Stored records
- Opening Delimiter -
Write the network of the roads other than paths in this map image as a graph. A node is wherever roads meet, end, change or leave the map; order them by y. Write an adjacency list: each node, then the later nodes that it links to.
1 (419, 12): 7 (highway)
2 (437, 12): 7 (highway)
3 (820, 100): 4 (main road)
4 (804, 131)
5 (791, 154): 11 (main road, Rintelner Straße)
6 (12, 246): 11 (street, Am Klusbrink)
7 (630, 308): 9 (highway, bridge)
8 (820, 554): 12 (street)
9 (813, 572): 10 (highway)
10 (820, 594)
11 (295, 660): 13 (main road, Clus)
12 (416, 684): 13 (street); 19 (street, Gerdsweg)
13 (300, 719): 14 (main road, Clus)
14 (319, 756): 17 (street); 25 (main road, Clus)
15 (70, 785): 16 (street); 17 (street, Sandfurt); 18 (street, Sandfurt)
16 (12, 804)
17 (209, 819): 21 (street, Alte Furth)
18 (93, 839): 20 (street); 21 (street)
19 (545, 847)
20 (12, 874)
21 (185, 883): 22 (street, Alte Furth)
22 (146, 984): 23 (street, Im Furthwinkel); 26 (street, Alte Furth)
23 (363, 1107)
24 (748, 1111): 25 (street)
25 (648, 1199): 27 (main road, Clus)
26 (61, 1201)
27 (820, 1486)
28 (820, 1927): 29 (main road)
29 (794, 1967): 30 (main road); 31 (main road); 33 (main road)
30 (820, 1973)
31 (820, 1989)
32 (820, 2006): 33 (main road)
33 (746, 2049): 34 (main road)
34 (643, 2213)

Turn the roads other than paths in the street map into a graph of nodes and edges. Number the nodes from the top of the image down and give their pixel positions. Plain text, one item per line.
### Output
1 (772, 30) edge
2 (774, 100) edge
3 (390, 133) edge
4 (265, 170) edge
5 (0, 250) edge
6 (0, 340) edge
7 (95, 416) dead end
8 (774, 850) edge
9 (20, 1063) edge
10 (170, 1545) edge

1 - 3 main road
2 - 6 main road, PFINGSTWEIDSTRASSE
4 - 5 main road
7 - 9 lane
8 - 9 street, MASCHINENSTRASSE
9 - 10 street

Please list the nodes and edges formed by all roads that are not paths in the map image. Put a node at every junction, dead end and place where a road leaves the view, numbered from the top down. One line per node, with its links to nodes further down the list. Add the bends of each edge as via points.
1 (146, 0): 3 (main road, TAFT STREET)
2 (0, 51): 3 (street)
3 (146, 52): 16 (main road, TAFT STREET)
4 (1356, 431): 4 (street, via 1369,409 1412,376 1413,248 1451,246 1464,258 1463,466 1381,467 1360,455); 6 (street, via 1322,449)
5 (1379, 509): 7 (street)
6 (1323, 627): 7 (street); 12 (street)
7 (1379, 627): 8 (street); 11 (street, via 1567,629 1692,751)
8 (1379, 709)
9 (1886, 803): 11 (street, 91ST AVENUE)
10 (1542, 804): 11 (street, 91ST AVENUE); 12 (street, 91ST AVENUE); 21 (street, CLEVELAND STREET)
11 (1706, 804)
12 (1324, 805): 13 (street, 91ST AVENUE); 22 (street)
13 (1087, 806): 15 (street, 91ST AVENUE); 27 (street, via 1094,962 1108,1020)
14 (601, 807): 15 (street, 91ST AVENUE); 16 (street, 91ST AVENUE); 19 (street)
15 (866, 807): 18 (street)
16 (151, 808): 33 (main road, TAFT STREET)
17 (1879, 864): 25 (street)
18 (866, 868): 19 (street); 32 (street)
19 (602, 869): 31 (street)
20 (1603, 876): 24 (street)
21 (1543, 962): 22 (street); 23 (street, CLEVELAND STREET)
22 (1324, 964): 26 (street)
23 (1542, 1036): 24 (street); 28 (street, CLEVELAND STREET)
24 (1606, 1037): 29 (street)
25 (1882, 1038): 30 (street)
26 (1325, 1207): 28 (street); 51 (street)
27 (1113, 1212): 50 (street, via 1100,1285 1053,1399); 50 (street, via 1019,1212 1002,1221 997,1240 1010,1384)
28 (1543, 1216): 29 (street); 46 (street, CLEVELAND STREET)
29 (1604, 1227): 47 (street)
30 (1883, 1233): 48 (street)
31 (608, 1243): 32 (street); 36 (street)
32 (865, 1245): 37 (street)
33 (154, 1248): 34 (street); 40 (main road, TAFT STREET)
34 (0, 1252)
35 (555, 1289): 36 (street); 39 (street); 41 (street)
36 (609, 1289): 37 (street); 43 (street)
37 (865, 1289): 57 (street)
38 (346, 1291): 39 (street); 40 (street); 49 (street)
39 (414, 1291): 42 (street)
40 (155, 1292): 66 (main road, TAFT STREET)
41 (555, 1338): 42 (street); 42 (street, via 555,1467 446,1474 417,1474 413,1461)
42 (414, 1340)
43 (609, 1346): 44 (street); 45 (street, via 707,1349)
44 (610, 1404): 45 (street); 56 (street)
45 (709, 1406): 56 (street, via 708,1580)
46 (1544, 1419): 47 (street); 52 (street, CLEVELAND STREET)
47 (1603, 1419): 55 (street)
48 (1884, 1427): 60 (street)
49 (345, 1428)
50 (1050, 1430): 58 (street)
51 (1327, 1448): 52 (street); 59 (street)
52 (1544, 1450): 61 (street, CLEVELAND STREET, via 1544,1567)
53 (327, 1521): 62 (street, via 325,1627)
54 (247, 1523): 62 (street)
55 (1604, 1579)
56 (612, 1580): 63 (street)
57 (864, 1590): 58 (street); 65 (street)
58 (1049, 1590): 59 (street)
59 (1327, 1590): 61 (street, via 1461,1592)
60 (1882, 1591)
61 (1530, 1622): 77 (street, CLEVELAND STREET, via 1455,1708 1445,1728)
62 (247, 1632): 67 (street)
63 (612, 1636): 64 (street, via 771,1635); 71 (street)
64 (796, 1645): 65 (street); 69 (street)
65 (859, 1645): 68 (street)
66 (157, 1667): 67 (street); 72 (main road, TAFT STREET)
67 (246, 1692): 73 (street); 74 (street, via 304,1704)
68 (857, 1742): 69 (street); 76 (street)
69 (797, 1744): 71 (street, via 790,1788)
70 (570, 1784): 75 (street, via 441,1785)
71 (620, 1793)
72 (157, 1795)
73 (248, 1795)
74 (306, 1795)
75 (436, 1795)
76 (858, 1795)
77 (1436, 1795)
- Closing Delimiter -
Reply with nothing except the number of lines in the records that include the word "down".

Response: 2